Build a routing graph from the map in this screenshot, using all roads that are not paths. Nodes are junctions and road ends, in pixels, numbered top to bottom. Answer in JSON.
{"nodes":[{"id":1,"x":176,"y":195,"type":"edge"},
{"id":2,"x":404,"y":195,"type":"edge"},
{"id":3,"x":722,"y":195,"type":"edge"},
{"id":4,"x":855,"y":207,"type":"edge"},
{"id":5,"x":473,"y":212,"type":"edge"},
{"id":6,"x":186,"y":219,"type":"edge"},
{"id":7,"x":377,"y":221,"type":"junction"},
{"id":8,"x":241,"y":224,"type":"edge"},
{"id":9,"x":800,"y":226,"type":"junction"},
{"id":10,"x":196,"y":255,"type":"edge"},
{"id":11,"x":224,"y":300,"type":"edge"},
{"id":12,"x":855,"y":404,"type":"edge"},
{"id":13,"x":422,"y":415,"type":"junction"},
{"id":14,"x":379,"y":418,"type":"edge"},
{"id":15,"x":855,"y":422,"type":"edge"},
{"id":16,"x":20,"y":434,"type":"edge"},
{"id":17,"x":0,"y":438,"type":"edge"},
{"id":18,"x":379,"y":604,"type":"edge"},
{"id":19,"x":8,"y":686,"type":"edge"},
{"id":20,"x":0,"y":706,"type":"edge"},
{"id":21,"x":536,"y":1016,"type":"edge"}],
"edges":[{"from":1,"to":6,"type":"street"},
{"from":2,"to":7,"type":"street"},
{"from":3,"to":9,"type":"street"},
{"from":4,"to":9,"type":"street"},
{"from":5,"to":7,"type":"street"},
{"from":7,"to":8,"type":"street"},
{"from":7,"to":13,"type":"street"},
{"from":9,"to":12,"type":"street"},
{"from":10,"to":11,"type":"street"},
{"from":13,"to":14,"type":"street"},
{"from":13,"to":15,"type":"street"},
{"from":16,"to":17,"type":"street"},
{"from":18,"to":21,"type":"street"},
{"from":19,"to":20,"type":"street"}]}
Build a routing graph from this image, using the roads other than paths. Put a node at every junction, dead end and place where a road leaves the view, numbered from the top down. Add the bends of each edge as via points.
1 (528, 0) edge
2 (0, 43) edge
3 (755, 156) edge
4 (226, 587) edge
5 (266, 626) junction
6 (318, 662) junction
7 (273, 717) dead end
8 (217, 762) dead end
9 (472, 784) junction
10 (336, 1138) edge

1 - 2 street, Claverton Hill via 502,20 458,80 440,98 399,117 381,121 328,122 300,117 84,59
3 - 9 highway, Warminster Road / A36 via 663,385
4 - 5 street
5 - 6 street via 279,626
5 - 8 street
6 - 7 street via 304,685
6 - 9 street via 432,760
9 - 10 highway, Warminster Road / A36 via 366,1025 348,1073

□ □ □ □ □

* Work instructions:
In full and word for word, set down the records shown above.

* Your response:
Build a routing graph from the map in this screenshot, using all roads that are not paths. Nodes are junctions and road ends, in pixels, numbered top to bottom. Answer in JSON.
{"nodes":[{"id":1,"x":176,"y":195,"type":"edge"},
{"id":2,"x":404,"y":195,"type":"edge"},
{"id":3,"x":722,"y":195,"type":"edge"},
{"id":4,"x":855,"y":207,"type":"edge"},
{"id":5,"x":473,"y":212,"type":"edge"},
{"id":6,"x":186,"y":219,"type":"edge"},
{"id":7,"x":377,"y":221,"type":"junction"},
{"id":8,"x":241,"y":224,"type":"edge"},
{"id":9,"x":800,"y":226,"type":"junction"},
{"id":10,"x":196,"y":255,"type":"edge"},
{"id":11,"x":224,"y":300,"type":"edge"},
{"id":12,"x":855,"y":404,"type":"edge"},
{"id":13,"x":422,"y":415,"type":"junction"},
{"id":14,"x":379,"y":418,"type":"edge"},
{"id":15,"x":855,"y":422,"type":"edge"},
{"id":16,"x":20,"y":434,"type":"edge"},
{"id":17,"x":0,"y":438,"type":"edge"},
{"id":18,"x":379,"y":604,"type":"edge"},
{"id":19,"x":8,"y":686,"type":"edge"},
{"id":20,"x":0,"y":706,"type":"edge"},
{"id":21,"x":536,"y":1016,"type":"edge"}],
"edges":[{"from":1,"to":6,"type":"street"},
{"from":2,"to":7,"type":"street"},
{"from":3,"to":9,"type":"street"},
{"from":4,"to":9,"type":"street"},
{"from":5,"to":7,"type":"street"},
{"from":7,"to":8,"type":"street"},
{"from":7,"to":13,"type":"street"},
{"from":9,"to":12,"type":"street"},
{"from":10,"to":11,"type":"street"},
{"from":13,"to":14,"type":"street"},
{"from":13,"to":15,"type":"street"},
{"from":16,"to":17,"type":"street"},
{"from":18,"to":21,"type":"street"},
{"from":19,"to":20,"type":"street"}]}
Build a routing graph from this image, using the roads other than paths. Put a node at every junction, dead end and place where a road leaves the view, numbered from the top down. Add the bends of each edge as via points.
1 (528, 0) edge
2 (0, 43) edge
3 (755, 156) edge
4 (226, 587) edge
5 (266, 626) junction
6 (318, 662) junction
7 (273, 717) dead end
8 (217, 762) dead end
9 (472, 784) junction
10 (336, 1138) edge

1 - 2 street, Claverton Hill via 502,20 458,80 440,98 399,117 381,121 328,122 300,117 84,59
3 - 9 highway, Warminster Road / A36 via 663,385
4 - 5 street
5 - 6 street via 279,626
5 - 8 street
6 - 7 street via 304,685
6 - 9 street via 432,760
9 - 10 highway, Warminster Road / A36 via 366,1025 348,1073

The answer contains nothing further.